Executive Order 12044
"Improving Government Regulations"

Issued by President Carter, the order instructed agencies to consider costs and benefits when developing major rules and to review existing rules periodically to ensure continued relevance.

1980

Paperwork Reduction Act

Created the Office of Information and Regulatory Affairs within the Office of Management and Budget to help reduce and simplify federal information requests.

1980

Regulatory Flexibility Act

Ordered agencies to assess the economic impact of rules on small businesses and local government. The law also required agencies to publish semiannual plans to periodically review regulations having a "significant economic impact upon a substantial number of small entities."

1981

Executive Order 12291
"Federal Regulation"

With this order, President Reagan required agencies to do "regulatory impact analysis" for rules, noting costs, benefits and alternative regulatory approaches.
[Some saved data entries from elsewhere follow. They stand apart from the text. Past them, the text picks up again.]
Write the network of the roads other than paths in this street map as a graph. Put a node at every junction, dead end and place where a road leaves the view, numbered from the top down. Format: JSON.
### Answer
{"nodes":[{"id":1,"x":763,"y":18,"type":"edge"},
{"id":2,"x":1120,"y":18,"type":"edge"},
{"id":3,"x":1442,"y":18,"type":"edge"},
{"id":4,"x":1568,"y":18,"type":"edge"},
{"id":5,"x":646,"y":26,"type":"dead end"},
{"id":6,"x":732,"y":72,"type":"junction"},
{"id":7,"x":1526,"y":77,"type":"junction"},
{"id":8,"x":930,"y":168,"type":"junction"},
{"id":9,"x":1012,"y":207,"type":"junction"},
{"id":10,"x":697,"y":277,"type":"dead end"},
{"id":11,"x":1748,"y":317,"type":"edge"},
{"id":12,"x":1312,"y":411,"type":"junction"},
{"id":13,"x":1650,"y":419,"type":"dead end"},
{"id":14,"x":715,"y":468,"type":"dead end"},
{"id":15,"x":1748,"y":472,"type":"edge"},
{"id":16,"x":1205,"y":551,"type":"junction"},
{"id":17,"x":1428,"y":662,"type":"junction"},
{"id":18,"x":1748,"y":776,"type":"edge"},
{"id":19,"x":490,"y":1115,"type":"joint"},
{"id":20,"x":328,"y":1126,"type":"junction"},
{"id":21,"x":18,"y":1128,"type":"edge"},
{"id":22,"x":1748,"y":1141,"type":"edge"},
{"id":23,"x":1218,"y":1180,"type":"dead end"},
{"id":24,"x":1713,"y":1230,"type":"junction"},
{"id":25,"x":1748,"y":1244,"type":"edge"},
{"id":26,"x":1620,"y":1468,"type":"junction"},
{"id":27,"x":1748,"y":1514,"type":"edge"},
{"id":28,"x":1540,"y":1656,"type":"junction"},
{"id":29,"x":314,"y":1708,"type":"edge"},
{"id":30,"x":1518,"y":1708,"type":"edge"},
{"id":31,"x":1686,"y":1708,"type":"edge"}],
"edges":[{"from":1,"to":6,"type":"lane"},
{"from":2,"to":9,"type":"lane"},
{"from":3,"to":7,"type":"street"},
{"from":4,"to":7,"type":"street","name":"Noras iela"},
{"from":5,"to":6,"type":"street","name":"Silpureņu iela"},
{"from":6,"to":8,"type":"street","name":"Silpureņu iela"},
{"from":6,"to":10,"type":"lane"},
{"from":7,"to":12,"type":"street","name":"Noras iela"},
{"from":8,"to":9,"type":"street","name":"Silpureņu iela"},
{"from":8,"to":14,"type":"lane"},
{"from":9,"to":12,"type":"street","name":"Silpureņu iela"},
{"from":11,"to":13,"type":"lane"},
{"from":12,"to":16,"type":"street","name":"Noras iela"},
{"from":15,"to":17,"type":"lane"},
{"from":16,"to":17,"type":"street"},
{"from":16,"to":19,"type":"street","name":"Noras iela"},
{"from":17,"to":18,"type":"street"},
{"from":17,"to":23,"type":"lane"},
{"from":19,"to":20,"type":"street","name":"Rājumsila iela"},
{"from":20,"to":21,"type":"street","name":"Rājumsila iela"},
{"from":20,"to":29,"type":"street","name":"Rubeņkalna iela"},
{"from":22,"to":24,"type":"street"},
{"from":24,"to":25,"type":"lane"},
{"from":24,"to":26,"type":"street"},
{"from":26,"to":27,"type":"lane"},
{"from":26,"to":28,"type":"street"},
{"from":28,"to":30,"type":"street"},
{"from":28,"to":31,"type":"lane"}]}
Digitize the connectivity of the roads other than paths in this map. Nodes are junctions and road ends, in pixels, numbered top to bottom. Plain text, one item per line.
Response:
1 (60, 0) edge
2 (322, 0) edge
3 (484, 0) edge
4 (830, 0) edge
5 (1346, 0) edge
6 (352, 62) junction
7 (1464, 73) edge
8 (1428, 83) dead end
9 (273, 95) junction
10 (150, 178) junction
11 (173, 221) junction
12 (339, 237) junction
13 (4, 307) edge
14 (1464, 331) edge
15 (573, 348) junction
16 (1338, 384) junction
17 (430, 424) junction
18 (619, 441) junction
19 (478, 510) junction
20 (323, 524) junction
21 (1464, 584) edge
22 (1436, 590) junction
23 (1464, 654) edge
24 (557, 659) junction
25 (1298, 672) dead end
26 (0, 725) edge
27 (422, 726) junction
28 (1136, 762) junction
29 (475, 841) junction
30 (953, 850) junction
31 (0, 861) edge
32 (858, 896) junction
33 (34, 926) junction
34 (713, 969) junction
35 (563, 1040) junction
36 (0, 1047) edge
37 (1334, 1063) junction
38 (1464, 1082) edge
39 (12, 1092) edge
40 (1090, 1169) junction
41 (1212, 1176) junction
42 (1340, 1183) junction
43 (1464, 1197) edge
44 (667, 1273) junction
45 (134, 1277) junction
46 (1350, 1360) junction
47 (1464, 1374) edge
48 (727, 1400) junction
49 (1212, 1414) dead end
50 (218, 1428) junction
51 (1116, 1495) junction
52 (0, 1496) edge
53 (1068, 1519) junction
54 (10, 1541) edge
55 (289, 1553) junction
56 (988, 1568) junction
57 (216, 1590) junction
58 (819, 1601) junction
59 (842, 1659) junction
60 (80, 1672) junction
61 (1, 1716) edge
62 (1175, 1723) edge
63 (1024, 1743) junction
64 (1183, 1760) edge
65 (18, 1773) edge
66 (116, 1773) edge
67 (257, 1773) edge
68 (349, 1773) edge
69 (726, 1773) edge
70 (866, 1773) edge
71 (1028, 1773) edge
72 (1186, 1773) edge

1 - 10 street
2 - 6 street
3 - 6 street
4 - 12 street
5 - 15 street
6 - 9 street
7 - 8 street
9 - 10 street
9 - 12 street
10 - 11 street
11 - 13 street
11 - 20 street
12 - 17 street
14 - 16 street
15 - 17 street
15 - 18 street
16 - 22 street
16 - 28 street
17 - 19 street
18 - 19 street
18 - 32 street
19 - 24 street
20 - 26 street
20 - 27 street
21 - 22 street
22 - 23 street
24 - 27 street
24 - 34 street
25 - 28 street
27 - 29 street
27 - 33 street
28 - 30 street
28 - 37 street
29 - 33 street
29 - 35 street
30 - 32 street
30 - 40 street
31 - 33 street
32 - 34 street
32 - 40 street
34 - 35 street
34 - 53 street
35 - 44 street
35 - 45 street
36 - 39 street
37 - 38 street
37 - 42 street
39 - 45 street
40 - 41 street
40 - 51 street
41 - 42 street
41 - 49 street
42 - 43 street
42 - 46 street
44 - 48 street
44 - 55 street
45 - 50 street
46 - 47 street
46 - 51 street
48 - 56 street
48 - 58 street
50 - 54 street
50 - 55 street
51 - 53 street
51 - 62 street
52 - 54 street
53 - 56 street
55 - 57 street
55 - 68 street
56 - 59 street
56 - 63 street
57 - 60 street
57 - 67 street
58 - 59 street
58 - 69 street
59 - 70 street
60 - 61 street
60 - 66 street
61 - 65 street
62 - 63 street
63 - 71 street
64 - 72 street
The order also gave OMB the power to review all proposed and final rules for "consistency with administration policies."

1993

National Performance Review

Through this reinventing government initiative, President Clinton ordered agencies to work openly and cooperatively with the regulated community-through such means as stakeholder meetings and negotiated rule-making-to find the best regulatory solutions.

1993

Executive Order 12866
"Regulatory Planning and Review"

President Clinton ordered agencies to develop rules according to 12 principles of regulation. For all major rules, agencies must show that benefits justify costs.

1995

Unfunded Mandates Reform Act

Required agencies to show expected costs and benefits (qualitative and quantitative) for all rules imposing a federal mandate that would cost state, local and tribal governments collectively or the private sector $100 million a year. Congress must supply money or taxes if the mandate is for state, local and tribal governments.

1995

Paperwork Reduction Act

Amended the 1980 Act by extending requirements to educational and nonprofit institutions, federal contractors and tribal governments. The law also required each agency to create a process to evaluate proposed information collection requests and to reduce information collection burdens on the public.

1995

Executive Memorandum

President Clinton ordered all agencies to do a page-by-page review of existing regulations, eliminating obsolete or redundant ones. He committed to reduce 16,000 pages from the 140,000-page Code of Federal Regulations and modify 31,000 pages through legislative or administrative means.

1996

Small Business Regulatory Enforcement Fairness Act

Ordered the Occupational Safety and Health Administration and the Environmental Protection Agency to consult small business representatives when developing rules likely to impact them. The law also created 10 regional complaint boards.

1996

Congressional Review Act

Required agencies to send major final rules to Congress for review. Within 60 legislative days, Congress may pass a resolution nullifying a rule. The President has veto authority over any resolution.

1998

Regulatory Improvement Act (proposed-S 981)

Would require agencies to conduct risk and cost-benefit studies on major proposed and final rules and to submit those analyses to independent peer reviewers. Agencies would have to include an executive summary of the analyses with the final rule so the public could understand its purpose.